On appeal the Greens challenge the Court’s findings which form the predicate for the restitution order, arguing that the jury and not the court had to make the requisite findings. The Ninth Circuit rejected this claim. The issue here is an outgrowth of the Supreme Court’s decision in Apprendi and its recent application of that case in Southern Union Co. v. U.S., 132 S.Ct. 2344 (2012). Apprendi held that “[o]ther than the fact of a prior conviction, any fact that increases the penalty for a crime beyond the prescribed statutory maximum must be submitted to a jury, and proved beyond a reasonable doubt.” The ruling has been applied to the fact-finding needed to trigger capital punishment and, in Southern Union, to criminal fines. It does not apply to fact-finding regarding whether sentences are consecutive or concurrent. Following the Supreme Court’s ruling in Apprendi, but before Southern Union,, the Ninth Circuit rejected the contention that Apprendi applies to restitution as Mr. and Mrs. Green argued. Following those decisions the Ninth Circuit affirmed the ruling of the district court.

Investment contracts: SEC v. Radical Bunny LLC, No. 11-16275 (9th Cir. Opinion issued July 10, 2013) is a Commission action which claimed that beginning in late 2005, and continuing through June 2008, the company and four individual defendants raised over $189 million from at least 900 investors through a nationwide offering of unregistered securities in the form of promissory notes or investment contracts. The notes were sold using a series of misrepresentation, according to the SEC. After the district court granted summary judgment in favor of the SEC each defendant settled, reserving the right to appeal the ruling.

On appeal defendants argued that there was a triable issue of fact as to whether the investments were a security under the test set forth in the Supreme Court’s seminal decision in SEC v. W.J. Howey Co., 328 U.S. 293 1946). The Court concluded that the facts proffered by the Commission met the test. The undisputed facts demonstrated that Appellants sent each investor a document entitled “Direction to Purchase.” Investments made following the Direction were in a “common enterprise. All the profits were to come from the efforts of the Appellants who promised an 11% return annually. That profit was paid by Radical Bunny. Investors did not have or exercise any control over the underlying loans to be acquired by Radical Bunny with investor funds. Under these circumstances the Court had little difficulty affirming the district court’s conclusion that the Howey test had been met.

SFC

Suitability: The Securities and Futures Commission reached an agreement with The Royal Bank of Scotland N.V. regarding the sale of Lehman Brothers equity linked notes. Under the agreement the bank will repurchase the notes from sold to retail customers for 100% of the purchase price. This includes notes sold by the predecessor of RBS, ABN AMRO Bank N.V. The repurchase was based on a finding that the high risk instruments were sold to customers for which they were unsuitable.

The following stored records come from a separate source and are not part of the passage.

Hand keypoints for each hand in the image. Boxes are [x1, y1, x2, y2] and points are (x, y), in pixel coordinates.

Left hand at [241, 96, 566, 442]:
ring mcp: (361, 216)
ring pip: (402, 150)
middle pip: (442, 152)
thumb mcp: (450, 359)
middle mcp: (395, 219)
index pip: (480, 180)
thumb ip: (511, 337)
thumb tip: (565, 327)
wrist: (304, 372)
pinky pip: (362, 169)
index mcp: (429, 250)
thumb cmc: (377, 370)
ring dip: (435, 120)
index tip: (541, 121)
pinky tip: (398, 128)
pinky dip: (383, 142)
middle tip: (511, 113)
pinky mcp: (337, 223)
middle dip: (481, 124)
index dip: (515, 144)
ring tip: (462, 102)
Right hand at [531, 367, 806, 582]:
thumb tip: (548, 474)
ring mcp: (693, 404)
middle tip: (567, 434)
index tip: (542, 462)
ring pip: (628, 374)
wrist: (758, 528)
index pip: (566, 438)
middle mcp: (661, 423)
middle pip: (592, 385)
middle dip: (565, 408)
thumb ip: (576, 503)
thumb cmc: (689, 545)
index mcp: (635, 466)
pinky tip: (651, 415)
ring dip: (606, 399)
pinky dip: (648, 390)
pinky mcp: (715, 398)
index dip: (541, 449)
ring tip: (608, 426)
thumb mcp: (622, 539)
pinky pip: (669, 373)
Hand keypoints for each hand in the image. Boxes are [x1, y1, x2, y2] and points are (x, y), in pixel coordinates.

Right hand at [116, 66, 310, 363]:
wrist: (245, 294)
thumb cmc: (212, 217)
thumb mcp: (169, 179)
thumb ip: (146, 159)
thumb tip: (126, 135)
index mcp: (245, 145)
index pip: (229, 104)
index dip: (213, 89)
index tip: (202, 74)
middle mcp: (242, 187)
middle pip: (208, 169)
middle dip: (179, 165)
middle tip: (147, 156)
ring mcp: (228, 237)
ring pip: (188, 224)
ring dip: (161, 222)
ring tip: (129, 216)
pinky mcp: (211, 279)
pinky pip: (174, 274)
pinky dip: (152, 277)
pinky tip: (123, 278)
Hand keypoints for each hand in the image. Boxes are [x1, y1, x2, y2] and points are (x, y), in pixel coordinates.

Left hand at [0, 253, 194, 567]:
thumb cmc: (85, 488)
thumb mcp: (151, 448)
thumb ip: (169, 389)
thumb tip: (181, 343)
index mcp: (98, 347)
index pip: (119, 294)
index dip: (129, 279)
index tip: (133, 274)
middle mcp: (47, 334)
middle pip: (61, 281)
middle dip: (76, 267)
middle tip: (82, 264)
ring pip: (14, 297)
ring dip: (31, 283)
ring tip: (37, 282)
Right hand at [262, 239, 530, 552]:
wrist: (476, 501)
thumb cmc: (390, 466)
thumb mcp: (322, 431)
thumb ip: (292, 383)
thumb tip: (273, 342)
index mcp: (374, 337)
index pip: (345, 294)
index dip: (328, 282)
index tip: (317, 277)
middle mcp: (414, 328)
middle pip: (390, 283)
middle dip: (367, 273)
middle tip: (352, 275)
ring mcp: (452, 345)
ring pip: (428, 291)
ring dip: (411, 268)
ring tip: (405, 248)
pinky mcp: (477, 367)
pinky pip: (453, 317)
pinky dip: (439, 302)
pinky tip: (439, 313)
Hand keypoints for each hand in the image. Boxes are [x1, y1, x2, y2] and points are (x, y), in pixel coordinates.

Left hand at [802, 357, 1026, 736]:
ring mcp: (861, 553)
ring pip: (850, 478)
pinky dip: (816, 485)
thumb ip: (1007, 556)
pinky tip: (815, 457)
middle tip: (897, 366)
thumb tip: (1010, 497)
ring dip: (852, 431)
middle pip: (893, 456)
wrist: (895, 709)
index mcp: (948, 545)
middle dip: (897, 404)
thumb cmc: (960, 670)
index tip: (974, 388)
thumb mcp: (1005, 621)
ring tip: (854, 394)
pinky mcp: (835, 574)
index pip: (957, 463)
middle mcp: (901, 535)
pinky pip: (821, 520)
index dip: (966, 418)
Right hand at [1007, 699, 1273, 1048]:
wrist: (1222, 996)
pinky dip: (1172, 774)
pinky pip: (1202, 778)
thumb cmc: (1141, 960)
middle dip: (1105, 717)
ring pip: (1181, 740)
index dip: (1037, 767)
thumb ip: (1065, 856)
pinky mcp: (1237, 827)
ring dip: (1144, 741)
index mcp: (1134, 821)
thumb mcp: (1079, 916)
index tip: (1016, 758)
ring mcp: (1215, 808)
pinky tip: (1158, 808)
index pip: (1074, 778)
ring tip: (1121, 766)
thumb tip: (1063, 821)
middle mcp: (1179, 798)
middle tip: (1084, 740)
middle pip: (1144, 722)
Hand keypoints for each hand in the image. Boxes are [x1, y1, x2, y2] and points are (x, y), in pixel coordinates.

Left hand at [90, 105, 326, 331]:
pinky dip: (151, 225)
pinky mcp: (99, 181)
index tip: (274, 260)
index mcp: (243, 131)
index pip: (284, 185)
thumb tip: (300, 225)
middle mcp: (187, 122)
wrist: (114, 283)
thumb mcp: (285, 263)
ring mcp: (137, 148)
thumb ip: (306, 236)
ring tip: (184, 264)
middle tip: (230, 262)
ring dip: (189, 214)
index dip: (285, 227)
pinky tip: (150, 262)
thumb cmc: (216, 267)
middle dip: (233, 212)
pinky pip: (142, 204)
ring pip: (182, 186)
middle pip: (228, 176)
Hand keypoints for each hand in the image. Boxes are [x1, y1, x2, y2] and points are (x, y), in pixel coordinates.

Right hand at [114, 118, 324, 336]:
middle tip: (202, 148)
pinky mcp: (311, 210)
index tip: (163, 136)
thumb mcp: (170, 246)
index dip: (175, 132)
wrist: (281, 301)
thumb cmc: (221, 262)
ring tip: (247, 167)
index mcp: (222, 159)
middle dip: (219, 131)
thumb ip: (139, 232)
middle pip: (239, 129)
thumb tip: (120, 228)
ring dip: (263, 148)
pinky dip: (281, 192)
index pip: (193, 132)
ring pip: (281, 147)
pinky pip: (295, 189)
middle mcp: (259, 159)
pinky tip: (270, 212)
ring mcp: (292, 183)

Parallel action: The Securities and Futures Commission instituted proceedings against Tiger Asia Management LLC. The action is based on claims of market abuse tied to the same facts as those on which the U.S. Securities and Exchange Commission and the U.S. Attorney’s Office for the District of New Jersey brought charges against the firm. See SEC v. Tiger Asia Management LLC (D. N.J. Filed Dec. 12, 2012).